Your goal:
Tally the lines below that contain the word "Manyar". Only the number should be returned.

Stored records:
»»
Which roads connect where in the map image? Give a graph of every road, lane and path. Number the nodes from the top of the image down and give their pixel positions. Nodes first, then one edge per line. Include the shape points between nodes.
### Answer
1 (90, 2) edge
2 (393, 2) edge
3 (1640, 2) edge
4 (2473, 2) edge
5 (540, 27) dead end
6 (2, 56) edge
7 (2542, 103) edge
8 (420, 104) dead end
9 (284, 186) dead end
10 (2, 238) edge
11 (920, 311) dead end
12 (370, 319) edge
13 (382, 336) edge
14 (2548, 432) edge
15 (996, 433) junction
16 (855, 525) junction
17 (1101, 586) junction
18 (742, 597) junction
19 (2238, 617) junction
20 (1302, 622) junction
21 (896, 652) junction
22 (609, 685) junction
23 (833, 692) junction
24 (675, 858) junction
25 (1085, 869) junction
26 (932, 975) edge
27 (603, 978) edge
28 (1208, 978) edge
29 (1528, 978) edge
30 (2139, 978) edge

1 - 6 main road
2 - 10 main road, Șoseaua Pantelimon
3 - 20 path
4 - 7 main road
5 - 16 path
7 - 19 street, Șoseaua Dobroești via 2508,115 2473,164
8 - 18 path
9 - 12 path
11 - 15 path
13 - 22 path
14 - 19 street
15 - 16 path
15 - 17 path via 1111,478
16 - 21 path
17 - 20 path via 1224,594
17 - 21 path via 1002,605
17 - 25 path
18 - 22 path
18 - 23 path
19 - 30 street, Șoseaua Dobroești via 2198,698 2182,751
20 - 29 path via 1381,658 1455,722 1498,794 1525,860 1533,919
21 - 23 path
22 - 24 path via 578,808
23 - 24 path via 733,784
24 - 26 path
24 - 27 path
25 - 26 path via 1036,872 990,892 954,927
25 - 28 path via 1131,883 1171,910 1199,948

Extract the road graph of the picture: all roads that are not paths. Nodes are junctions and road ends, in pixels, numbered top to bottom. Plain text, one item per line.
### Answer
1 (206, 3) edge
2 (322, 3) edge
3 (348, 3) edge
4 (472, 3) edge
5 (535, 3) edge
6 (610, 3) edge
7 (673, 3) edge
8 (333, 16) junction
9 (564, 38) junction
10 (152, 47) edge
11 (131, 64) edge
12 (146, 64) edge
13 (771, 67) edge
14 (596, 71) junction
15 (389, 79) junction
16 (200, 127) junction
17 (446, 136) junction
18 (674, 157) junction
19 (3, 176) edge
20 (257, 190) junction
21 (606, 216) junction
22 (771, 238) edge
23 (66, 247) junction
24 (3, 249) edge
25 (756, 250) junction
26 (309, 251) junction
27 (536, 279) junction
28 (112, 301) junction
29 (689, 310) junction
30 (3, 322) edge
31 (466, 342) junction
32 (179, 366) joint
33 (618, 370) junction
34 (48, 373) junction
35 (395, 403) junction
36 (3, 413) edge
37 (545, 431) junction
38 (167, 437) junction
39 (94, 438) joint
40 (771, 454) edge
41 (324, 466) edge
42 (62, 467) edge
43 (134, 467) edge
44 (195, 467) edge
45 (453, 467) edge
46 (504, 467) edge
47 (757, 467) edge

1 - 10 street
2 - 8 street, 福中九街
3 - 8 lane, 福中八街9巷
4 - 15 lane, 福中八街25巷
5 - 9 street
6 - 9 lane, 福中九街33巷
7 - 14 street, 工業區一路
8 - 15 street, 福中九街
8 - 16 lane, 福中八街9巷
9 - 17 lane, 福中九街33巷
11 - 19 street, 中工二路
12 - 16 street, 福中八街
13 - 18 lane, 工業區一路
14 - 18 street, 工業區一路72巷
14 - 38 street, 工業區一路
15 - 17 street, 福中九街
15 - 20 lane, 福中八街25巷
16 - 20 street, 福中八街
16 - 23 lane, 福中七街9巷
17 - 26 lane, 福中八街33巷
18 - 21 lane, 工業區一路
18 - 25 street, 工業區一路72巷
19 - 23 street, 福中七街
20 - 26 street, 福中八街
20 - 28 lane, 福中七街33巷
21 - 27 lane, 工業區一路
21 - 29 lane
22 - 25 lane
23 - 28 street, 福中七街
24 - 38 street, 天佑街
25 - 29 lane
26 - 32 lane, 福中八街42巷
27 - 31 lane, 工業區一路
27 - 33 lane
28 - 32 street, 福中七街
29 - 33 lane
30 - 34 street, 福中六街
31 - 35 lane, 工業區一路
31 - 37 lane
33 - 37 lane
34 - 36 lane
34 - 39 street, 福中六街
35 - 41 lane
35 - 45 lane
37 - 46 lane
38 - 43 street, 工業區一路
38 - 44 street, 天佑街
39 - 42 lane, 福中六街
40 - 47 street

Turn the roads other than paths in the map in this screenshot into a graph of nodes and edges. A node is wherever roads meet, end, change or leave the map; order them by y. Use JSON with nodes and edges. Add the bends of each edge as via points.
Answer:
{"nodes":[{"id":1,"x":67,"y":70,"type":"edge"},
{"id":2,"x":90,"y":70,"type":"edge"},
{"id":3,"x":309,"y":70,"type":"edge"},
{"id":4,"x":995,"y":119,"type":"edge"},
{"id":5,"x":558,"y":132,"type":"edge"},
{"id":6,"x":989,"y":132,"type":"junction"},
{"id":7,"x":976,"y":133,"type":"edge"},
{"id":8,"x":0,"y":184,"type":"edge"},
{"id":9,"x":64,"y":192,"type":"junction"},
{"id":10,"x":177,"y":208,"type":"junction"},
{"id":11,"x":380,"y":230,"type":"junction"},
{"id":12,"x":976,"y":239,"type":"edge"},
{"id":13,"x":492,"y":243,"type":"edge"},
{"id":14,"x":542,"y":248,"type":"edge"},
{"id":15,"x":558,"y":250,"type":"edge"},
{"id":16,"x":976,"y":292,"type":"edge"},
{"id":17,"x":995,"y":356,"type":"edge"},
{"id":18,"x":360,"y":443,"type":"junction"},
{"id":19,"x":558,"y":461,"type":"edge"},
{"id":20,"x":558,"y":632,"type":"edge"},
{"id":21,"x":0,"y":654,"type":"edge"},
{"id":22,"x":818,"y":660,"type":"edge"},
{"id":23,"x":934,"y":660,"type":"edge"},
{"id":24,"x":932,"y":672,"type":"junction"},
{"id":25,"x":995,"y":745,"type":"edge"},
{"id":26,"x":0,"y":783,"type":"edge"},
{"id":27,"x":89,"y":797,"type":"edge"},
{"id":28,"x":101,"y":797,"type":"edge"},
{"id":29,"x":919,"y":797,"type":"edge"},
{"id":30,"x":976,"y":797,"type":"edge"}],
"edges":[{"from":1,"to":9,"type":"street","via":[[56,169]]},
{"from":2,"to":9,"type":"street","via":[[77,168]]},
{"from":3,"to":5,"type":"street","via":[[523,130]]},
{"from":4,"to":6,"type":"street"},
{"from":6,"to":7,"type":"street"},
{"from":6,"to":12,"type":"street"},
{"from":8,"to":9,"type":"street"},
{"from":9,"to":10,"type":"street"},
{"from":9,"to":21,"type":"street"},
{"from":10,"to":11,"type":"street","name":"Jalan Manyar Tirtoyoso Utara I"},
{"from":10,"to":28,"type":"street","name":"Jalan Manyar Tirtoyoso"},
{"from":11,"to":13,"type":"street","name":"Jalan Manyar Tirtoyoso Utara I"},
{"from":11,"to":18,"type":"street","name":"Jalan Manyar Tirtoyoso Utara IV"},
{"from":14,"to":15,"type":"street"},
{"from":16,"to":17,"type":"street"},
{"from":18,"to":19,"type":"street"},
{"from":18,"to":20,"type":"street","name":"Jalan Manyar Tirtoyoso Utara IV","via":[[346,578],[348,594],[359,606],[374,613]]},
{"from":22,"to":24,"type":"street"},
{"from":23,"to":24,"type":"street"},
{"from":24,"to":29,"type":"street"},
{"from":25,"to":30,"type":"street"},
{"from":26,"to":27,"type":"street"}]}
««
Answer for this exercise:
5